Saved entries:
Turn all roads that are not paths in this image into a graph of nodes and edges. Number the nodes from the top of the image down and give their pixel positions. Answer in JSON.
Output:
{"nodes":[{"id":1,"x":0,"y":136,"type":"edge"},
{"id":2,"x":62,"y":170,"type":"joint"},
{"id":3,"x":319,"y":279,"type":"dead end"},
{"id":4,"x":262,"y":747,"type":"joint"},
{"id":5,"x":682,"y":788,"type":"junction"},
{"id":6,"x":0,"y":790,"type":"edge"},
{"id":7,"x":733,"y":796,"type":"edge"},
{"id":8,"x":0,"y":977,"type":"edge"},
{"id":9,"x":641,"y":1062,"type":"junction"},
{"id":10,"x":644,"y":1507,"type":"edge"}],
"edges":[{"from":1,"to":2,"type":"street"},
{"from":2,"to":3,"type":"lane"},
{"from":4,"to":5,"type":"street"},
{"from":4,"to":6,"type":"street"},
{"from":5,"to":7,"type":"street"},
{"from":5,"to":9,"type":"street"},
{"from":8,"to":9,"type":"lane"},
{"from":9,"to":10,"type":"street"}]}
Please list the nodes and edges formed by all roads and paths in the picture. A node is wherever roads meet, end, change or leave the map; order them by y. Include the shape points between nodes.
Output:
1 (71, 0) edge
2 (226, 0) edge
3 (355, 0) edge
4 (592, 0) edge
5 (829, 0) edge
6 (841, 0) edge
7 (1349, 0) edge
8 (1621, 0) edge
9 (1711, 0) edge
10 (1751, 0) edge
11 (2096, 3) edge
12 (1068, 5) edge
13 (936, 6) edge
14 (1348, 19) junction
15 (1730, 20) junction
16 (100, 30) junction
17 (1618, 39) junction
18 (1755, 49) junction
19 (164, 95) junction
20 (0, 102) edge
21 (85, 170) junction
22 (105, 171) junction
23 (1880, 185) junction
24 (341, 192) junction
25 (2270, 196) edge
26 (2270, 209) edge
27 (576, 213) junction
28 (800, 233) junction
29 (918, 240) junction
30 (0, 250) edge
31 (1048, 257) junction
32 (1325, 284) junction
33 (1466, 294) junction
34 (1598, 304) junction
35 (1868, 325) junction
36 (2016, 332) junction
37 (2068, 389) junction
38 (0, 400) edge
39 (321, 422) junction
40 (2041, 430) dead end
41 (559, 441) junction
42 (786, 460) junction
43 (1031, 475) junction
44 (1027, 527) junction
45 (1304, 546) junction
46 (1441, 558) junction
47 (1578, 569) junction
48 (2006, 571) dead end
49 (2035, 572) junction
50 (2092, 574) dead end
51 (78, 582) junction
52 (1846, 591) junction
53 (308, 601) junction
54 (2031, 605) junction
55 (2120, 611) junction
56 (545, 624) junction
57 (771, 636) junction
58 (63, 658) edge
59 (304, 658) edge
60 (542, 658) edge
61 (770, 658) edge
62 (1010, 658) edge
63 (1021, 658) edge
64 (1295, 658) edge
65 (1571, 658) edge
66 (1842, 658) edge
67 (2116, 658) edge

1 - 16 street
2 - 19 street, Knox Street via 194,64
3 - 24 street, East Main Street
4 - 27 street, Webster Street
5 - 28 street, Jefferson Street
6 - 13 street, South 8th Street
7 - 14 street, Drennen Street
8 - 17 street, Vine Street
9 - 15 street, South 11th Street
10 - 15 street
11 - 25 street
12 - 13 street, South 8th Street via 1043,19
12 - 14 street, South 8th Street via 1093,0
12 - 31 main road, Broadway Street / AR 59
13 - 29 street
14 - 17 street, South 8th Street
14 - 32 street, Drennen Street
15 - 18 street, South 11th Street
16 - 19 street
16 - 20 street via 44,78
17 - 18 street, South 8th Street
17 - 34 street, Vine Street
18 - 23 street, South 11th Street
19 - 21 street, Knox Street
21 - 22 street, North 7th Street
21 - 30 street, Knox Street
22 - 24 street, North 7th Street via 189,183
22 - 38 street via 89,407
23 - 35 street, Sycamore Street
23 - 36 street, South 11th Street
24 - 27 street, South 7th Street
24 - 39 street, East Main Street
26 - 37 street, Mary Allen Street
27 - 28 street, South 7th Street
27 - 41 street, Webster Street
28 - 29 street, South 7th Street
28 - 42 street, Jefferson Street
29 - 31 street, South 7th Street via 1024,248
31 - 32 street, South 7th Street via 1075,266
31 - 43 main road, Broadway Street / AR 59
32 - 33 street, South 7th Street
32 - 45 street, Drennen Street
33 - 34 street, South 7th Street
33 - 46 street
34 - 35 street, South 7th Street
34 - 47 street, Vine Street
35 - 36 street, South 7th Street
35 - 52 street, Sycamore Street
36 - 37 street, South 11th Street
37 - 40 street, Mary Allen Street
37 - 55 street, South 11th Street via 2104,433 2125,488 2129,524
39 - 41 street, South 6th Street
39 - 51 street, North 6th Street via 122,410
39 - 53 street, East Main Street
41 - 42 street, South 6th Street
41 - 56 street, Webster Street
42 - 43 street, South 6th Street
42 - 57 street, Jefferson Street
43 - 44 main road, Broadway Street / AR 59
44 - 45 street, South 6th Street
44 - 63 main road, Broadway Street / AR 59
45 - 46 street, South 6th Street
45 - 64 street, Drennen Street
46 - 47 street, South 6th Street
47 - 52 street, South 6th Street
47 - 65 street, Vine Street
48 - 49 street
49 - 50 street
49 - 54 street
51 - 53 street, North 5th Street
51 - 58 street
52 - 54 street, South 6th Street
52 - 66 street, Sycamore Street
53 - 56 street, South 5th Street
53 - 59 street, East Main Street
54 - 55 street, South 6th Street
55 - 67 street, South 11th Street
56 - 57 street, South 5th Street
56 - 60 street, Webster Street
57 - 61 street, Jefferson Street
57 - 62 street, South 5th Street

◆ Problem description ◆
In the data above, how many lines include the word "North"? Answer with the number only.

◆ Expected answer ◆
4